Stored data entries:
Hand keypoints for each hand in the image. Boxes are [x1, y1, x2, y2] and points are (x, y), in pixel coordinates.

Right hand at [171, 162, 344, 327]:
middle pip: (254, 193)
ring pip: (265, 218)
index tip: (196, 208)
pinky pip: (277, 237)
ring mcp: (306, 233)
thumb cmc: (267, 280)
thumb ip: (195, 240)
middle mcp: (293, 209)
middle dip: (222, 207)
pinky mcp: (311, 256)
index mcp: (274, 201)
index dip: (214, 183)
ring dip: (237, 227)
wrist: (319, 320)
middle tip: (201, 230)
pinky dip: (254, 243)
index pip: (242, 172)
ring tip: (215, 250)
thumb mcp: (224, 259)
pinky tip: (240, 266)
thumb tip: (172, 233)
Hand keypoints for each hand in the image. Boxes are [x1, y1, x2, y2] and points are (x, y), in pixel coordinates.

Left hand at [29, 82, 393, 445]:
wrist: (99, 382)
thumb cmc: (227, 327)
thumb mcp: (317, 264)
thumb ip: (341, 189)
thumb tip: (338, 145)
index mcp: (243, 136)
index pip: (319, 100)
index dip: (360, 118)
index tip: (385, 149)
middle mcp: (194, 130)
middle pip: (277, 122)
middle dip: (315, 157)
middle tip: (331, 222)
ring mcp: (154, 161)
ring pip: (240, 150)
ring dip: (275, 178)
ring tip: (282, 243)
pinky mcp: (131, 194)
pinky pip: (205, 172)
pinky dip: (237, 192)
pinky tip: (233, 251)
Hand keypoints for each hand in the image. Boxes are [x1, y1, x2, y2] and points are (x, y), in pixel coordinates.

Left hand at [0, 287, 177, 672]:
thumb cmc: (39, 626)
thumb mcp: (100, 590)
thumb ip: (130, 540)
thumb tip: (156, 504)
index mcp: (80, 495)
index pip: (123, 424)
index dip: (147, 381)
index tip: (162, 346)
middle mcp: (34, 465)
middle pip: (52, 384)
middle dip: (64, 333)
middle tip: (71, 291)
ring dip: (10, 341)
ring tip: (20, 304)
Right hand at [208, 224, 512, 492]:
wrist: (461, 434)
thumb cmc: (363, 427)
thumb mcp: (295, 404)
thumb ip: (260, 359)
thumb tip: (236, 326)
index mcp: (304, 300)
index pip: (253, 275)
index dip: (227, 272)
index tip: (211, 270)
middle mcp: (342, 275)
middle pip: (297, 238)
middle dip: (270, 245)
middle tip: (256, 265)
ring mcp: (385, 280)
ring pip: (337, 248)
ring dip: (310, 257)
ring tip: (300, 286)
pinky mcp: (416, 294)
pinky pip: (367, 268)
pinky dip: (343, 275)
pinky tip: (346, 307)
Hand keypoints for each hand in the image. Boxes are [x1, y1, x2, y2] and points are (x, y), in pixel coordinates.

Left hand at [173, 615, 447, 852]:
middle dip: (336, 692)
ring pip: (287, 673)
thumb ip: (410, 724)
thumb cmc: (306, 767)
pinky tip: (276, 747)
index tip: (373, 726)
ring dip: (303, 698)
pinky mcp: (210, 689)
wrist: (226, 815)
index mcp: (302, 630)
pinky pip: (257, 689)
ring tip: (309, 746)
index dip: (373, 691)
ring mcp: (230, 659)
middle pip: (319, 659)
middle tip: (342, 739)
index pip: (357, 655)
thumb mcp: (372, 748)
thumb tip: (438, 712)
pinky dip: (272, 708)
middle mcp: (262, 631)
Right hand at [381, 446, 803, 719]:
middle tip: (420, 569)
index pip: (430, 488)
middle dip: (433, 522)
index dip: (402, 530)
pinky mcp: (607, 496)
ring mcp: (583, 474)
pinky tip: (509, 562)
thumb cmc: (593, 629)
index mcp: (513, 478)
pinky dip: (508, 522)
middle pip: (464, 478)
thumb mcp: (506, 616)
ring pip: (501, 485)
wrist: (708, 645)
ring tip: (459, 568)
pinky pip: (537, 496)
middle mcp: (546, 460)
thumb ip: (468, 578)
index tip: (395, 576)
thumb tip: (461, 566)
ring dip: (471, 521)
...
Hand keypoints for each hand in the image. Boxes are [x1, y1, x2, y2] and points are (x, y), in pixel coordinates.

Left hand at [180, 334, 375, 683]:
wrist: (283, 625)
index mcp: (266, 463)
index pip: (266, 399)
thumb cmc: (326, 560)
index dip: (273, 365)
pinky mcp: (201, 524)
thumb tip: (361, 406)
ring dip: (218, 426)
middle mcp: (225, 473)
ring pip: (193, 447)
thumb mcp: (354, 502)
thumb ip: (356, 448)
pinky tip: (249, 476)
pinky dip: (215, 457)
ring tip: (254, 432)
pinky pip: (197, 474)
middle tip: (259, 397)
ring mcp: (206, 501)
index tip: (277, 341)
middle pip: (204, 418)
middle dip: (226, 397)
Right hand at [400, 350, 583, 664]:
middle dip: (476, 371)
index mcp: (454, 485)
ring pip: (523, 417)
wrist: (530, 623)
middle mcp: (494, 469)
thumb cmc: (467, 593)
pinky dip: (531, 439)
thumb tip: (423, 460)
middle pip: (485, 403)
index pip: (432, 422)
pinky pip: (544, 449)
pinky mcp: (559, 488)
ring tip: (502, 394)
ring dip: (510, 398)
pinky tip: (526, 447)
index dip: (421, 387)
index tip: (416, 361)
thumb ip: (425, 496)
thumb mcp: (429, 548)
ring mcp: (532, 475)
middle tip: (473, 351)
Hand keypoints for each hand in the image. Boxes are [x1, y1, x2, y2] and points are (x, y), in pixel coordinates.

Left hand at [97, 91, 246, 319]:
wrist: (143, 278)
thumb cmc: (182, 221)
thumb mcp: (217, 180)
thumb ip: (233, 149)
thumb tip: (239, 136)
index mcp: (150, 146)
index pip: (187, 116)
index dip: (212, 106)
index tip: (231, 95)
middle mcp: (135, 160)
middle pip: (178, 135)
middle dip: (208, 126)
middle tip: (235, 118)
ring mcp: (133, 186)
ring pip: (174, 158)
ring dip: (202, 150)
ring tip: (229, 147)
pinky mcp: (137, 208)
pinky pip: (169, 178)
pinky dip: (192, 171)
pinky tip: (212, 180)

• Problem description: Only one stretch of the data above is needed. Restate it word for word, from the line containing "pinky dip: (215, 457)" through the line containing "middle tip: (473, 351)", both ends included.

• Written answer:
pinky dip: (215, 457)
ring tip: (254, 432)
pinky pip: (197, 474)
middle tip: (259, 397)
ring mcp: (206, 501)
index tip: (277, 341)
middle pip: (204, 418)
middle dip: (226, 397)
Right hand at [400, 350, 583, 664]:
middle dip: (476, 371)
index mcp: (454, 485)
ring pip: (523, 417)
wrist: (530, 623)
middle mcp: (494, 469)
thumb cmc: (467, 593)
pinky dip: (531, 439)
thumb tip: (423, 460)
middle pip: (485, 403)
index pip: (432, 422)
pinky pip: (544, 449)
pinky mcp: (559, 488)
ring tip: (502, 394)
ring dip: (510, 398)
pinky tip: (526, 447)
index dip: (421, 387)
index tip: (416, 361)
thumb ip: (425, 496)
thumb mcp: (429, 548)
ring mcp: (532, 475)
middle tip: (473, 351)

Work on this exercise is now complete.